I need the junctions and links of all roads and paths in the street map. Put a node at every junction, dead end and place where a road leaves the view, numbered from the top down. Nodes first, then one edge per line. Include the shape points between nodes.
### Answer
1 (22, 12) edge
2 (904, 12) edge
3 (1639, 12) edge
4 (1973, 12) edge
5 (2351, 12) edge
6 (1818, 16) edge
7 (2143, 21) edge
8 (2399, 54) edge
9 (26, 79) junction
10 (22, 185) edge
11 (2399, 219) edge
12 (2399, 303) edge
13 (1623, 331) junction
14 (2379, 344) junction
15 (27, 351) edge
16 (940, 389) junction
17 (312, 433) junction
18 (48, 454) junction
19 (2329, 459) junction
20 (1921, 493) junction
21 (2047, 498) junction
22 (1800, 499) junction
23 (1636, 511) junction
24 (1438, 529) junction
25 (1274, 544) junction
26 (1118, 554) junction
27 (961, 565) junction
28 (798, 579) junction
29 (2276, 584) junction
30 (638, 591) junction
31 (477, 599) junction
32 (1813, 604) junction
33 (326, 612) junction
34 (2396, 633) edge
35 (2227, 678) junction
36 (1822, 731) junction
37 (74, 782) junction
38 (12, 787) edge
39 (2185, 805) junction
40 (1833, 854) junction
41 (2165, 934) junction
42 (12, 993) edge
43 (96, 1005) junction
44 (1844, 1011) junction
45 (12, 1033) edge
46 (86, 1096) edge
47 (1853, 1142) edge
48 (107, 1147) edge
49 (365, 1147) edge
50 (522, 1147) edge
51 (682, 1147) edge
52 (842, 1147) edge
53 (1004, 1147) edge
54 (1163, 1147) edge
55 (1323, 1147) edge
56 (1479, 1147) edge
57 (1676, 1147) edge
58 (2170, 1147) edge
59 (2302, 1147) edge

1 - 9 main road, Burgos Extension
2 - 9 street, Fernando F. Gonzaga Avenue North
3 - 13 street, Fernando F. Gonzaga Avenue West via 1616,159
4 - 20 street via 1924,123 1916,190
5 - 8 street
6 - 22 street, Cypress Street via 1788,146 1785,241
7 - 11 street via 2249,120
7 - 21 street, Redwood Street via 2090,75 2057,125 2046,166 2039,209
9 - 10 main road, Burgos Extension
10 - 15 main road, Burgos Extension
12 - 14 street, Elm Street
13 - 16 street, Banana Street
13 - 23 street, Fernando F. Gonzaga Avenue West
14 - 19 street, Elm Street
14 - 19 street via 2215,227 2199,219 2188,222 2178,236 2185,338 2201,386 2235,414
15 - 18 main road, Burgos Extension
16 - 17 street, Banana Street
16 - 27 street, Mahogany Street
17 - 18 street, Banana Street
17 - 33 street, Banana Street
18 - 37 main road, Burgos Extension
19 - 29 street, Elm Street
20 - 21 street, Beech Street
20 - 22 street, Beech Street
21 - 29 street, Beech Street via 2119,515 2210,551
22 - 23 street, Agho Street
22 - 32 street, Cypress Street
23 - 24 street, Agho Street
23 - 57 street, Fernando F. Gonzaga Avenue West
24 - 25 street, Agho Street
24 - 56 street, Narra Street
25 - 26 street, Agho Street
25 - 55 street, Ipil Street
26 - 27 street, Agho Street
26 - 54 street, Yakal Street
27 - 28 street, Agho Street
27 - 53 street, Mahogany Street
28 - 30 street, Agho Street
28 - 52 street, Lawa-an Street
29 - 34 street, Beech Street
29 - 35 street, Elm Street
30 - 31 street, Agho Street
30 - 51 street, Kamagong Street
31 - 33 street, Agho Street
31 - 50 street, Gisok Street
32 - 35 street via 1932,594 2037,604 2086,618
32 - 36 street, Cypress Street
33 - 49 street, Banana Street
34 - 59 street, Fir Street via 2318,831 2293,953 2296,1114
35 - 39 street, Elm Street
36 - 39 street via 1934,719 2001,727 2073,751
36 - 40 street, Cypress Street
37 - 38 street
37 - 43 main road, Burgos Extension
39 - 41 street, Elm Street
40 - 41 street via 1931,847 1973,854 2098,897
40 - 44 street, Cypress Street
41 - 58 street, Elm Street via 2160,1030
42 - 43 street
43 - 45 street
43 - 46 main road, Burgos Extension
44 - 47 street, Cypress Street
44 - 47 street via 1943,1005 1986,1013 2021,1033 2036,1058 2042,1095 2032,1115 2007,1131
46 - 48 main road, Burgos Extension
=-=-=-=-=
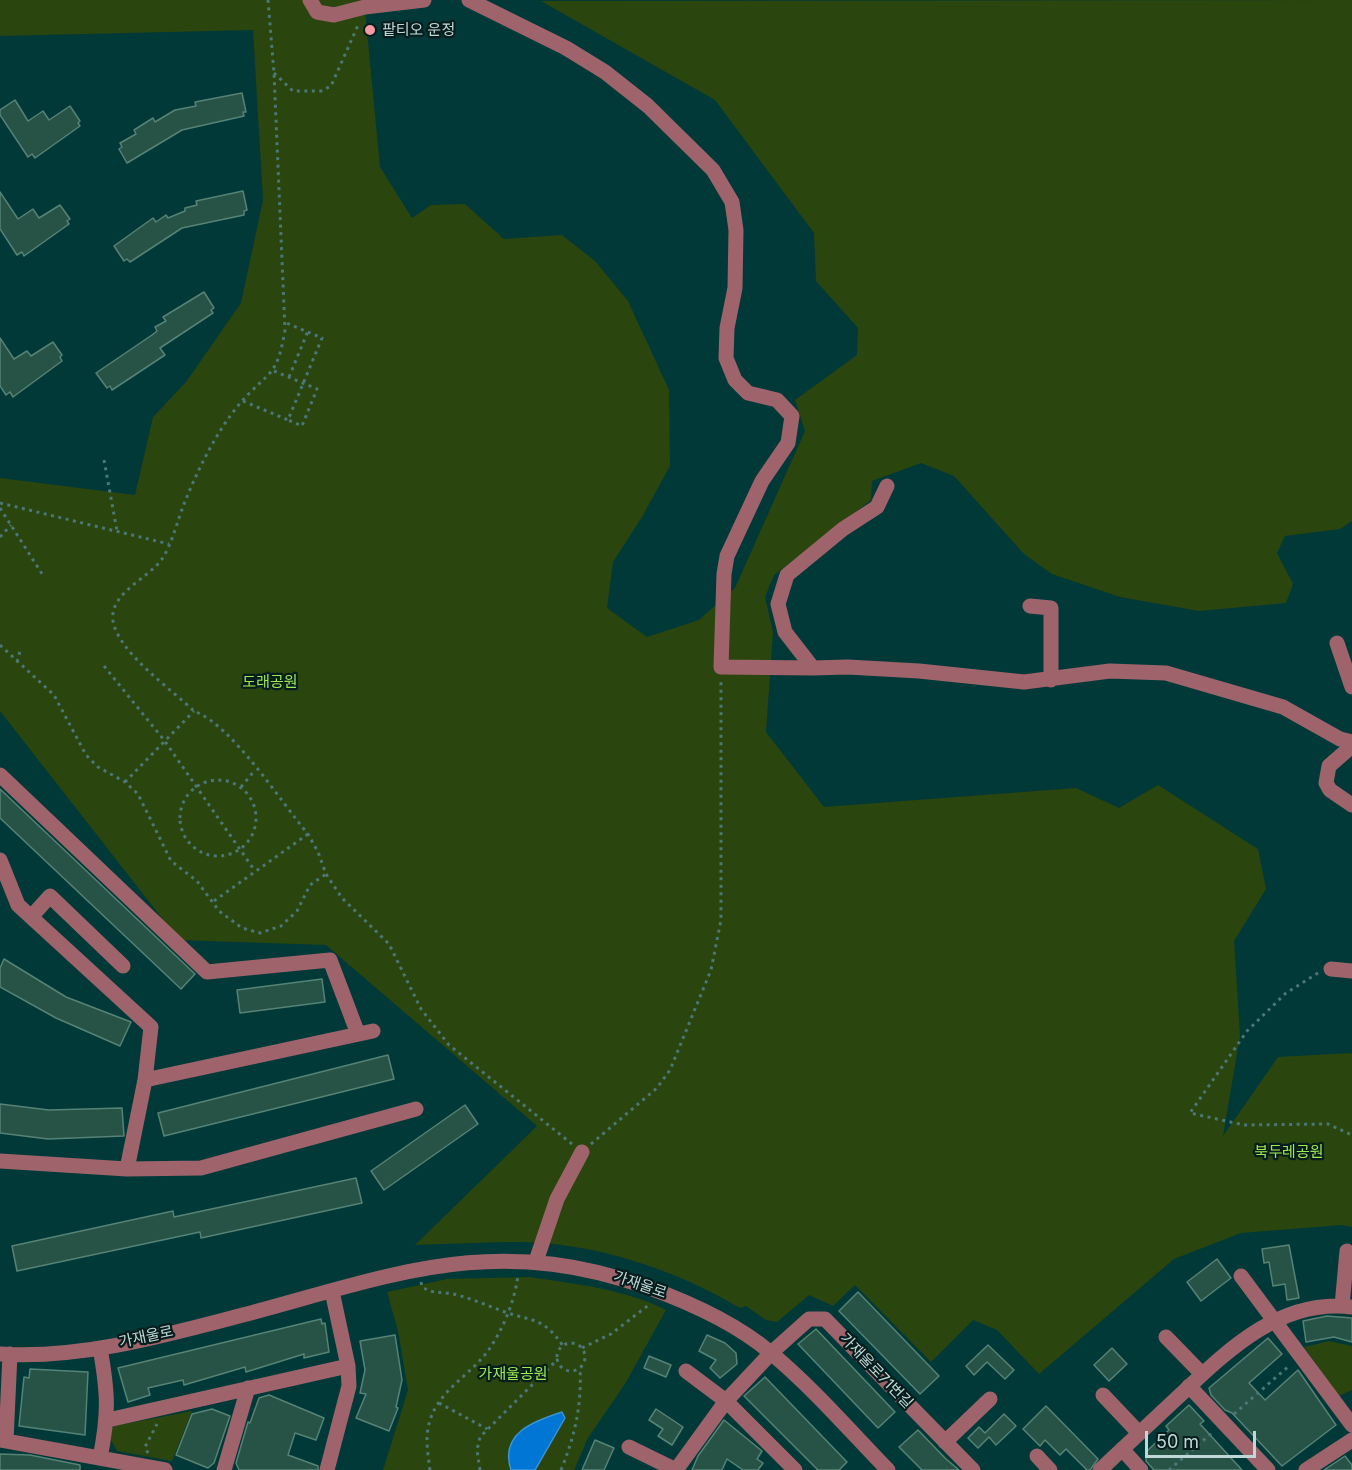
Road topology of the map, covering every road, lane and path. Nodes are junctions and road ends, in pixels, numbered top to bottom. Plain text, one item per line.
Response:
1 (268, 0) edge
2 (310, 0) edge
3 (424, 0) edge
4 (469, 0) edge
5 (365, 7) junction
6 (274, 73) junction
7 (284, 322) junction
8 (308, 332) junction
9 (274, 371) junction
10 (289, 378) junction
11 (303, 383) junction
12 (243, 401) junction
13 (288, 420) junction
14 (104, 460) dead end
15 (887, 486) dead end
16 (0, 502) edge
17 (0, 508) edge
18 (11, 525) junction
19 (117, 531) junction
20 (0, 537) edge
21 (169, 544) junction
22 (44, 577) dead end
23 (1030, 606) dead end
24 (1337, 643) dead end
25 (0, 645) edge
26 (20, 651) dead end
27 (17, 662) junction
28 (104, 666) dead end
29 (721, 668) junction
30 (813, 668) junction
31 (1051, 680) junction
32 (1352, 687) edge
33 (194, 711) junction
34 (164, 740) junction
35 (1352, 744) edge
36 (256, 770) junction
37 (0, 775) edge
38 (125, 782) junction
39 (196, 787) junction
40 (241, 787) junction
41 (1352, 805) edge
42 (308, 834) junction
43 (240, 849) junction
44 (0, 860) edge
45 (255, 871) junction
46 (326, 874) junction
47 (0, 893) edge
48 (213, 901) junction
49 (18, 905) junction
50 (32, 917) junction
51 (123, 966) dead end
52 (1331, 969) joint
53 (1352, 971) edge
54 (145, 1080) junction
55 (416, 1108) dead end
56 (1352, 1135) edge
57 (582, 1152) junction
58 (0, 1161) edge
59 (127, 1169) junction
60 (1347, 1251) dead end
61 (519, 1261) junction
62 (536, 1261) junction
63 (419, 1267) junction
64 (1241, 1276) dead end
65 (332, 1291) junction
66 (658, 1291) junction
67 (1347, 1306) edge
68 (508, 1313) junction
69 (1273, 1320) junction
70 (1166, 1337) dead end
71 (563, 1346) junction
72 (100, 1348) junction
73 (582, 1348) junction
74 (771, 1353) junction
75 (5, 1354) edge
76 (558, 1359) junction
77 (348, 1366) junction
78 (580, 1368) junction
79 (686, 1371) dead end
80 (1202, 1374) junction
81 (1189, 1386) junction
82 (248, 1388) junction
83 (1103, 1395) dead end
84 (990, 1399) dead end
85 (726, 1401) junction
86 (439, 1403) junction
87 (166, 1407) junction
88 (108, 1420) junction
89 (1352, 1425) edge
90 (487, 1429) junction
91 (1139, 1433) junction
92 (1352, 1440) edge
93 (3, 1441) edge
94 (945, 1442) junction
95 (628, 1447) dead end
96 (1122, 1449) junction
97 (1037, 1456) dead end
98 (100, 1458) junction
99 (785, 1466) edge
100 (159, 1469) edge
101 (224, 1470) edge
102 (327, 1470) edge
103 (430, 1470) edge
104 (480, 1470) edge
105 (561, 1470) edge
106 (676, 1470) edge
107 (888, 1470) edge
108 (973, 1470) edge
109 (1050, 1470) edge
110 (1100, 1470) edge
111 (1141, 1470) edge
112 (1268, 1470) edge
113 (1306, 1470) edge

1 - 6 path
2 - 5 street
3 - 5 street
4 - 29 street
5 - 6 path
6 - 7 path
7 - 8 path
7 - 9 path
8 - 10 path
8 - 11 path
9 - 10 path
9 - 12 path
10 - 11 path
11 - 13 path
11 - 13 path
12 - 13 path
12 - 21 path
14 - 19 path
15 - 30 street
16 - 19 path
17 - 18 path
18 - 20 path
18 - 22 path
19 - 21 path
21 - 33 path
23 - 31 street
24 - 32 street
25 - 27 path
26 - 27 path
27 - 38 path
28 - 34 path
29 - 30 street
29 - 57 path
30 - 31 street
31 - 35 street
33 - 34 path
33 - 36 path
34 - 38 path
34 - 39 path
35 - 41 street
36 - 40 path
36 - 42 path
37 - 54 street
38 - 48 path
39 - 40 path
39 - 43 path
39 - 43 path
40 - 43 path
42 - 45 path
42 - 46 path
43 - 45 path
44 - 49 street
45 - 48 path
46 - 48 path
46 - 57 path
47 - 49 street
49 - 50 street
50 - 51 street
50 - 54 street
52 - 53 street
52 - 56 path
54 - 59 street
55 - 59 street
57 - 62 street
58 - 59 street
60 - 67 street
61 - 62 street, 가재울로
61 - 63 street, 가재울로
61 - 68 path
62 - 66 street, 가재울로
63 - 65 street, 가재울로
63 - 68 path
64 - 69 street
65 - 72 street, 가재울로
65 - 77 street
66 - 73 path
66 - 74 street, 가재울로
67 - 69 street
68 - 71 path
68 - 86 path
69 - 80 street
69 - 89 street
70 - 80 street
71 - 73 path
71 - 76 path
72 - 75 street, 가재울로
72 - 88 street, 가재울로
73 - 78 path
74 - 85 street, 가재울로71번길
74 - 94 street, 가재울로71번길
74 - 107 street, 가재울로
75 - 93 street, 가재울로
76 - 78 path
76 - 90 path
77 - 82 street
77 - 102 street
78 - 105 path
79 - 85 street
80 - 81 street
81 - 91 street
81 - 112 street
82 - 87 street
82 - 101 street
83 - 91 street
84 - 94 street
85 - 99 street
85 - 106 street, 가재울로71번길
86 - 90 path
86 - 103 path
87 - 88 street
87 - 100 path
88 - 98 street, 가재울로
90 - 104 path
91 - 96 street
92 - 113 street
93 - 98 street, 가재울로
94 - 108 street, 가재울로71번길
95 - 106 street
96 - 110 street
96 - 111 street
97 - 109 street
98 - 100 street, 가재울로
=-=-=-=-=
Work to complete: Each line in the listing above that contains "Avenue" should be copied.

Exercise result:
2 - 9 street, Fernando F. Gonzaga Avenue North
3 - 13 street, Fernando F. Gonzaga Avenue West via 1616,159
13 - 23 street, Fernando F. Gonzaga Avenue West
23 - 57 street, Fernando F. Gonzaga Avenue West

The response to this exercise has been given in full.